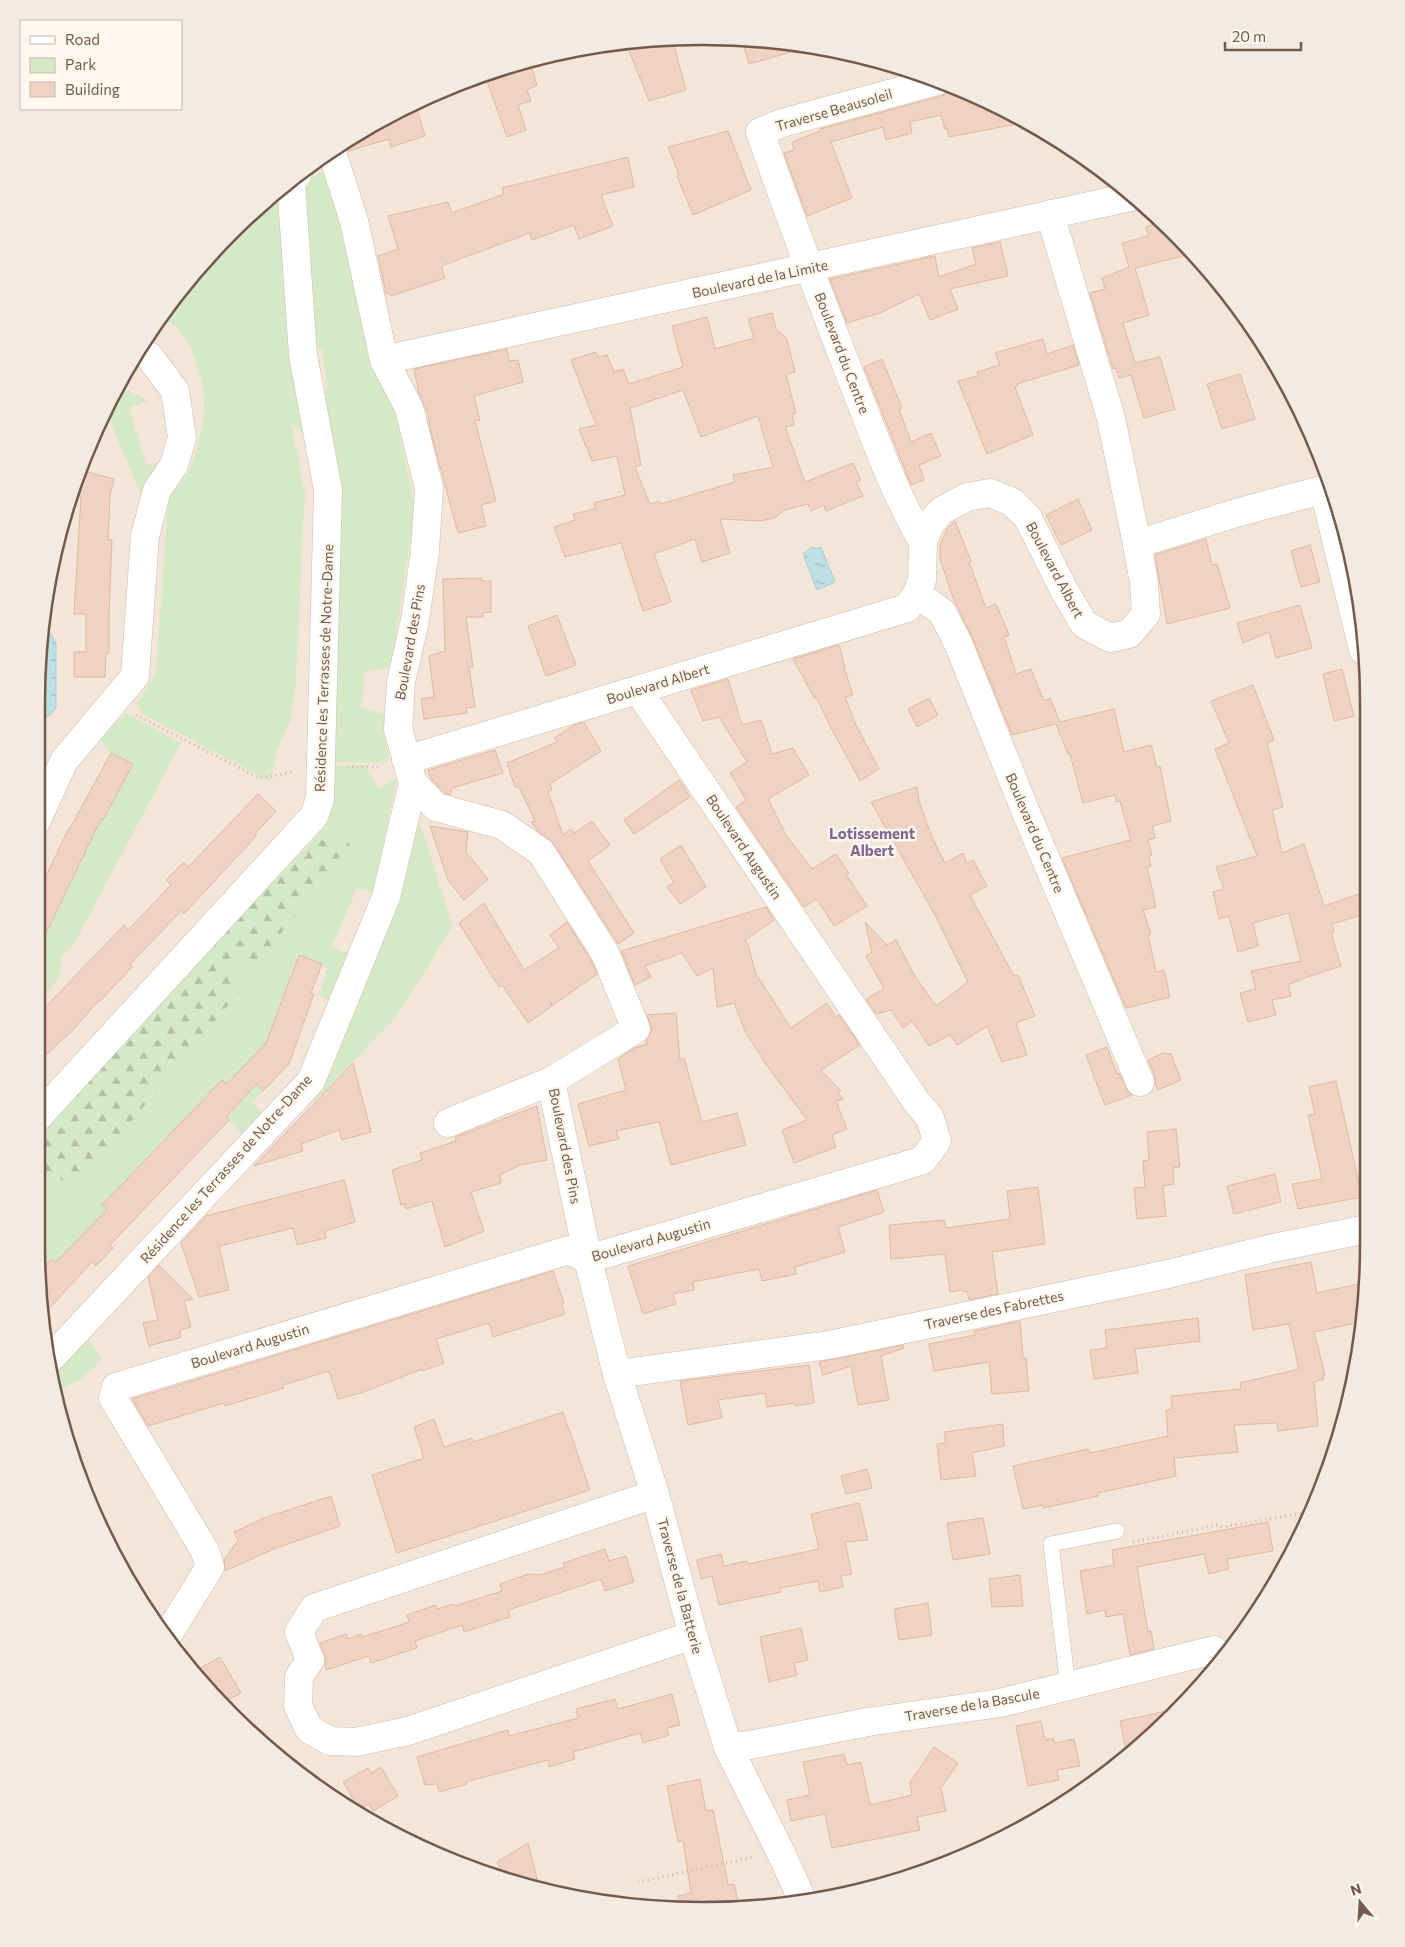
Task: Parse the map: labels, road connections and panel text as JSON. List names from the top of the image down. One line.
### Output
{"streets":{"street":["Traverse Beausoleil","Boulevard de la Limite","Boulevard du Centre","Boulevard Albert","Boulevard des Pins","Résidence les Terrasses de Notre-Dame","Boulevard Augustin","Traverse des Fabrettes","Traverse de la Batterie","Traverse de la Bascule"]},"crossings":[["Traverse Beausoleil","Boulevard du Centre"],["Boulevard de la Limite","Boulevard du Centre"],["Boulevard de la Limite","Boulevard Albert"],["Boulevard de la Limite","Boulevard des Pins"],["Boulevard du Centre","Boulevard Albert"],["Boulevard Albert","Boulevard des Pins"],["Boulevard Albert","Résidence les Terrasses de Notre-Dame"],["Boulevard Albert","Boulevard Augustin"],["Boulevard des Pins","Résidence les Terrasses de Notre-Dame"],["Boulevard des Pins","Boulevard Augustin"],["Boulevard des Pins","Traverse de la Batterie"],["Boulevard Augustin","Traverse de la Batterie"],["Traverse des Fabrettes","Traverse de la Batterie"],["Traverse de la Batterie","Traverse de la Bascule"]],"districts":["Lotissement Albert"],"legend":["Road","Park","Building"],"scale_bar":"20 m","north":"top"}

What the task asks:
Give back the material above exactly, but without its images.

Finished exercise:
Task: Parse the map: labels, road connections and panel text as JSON. List names from the top of the image down. One line.
### Output
{"streets":{"street":["Traverse Beausoleil","Boulevard de la Limite","Boulevard du Centre","Boulevard Albert","Boulevard des Pins","Résidence les Terrasses de Notre-Dame","Boulevard Augustin","Traverse des Fabrettes","Traverse de la Batterie","Traverse de la Bascule"]},"crossings":[["Traverse Beausoleil","Boulevard du Centre"],["Boulevard de la Limite","Boulevard du Centre"],["Boulevard de la Limite","Boulevard Albert"],["Boulevard de la Limite","Boulevard des Pins"],["Boulevard du Centre","Boulevard Albert"],["Boulevard Albert","Boulevard des Pins"],["Boulevard Albert","Résidence les Terrasses de Notre-Dame"],["Boulevard Albert","Boulevard Augustin"],["Boulevard des Pins","Résidence les Terrasses de Notre-Dame"],["Boulevard des Pins","Boulevard Augustin"],["Boulevard des Pins","Traverse de la Batterie"],["Boulevard Augustin","Traverse de la Batterie"],["Traverse des Fabrettes","Traverse de la Batterie"],["Traverse de la Batterie","Traverse de la Bascule"]],"districts":["Lotissement Albert"],"legend":["Road","Park","Building"],"scale_bar":"20 m","north":"top"}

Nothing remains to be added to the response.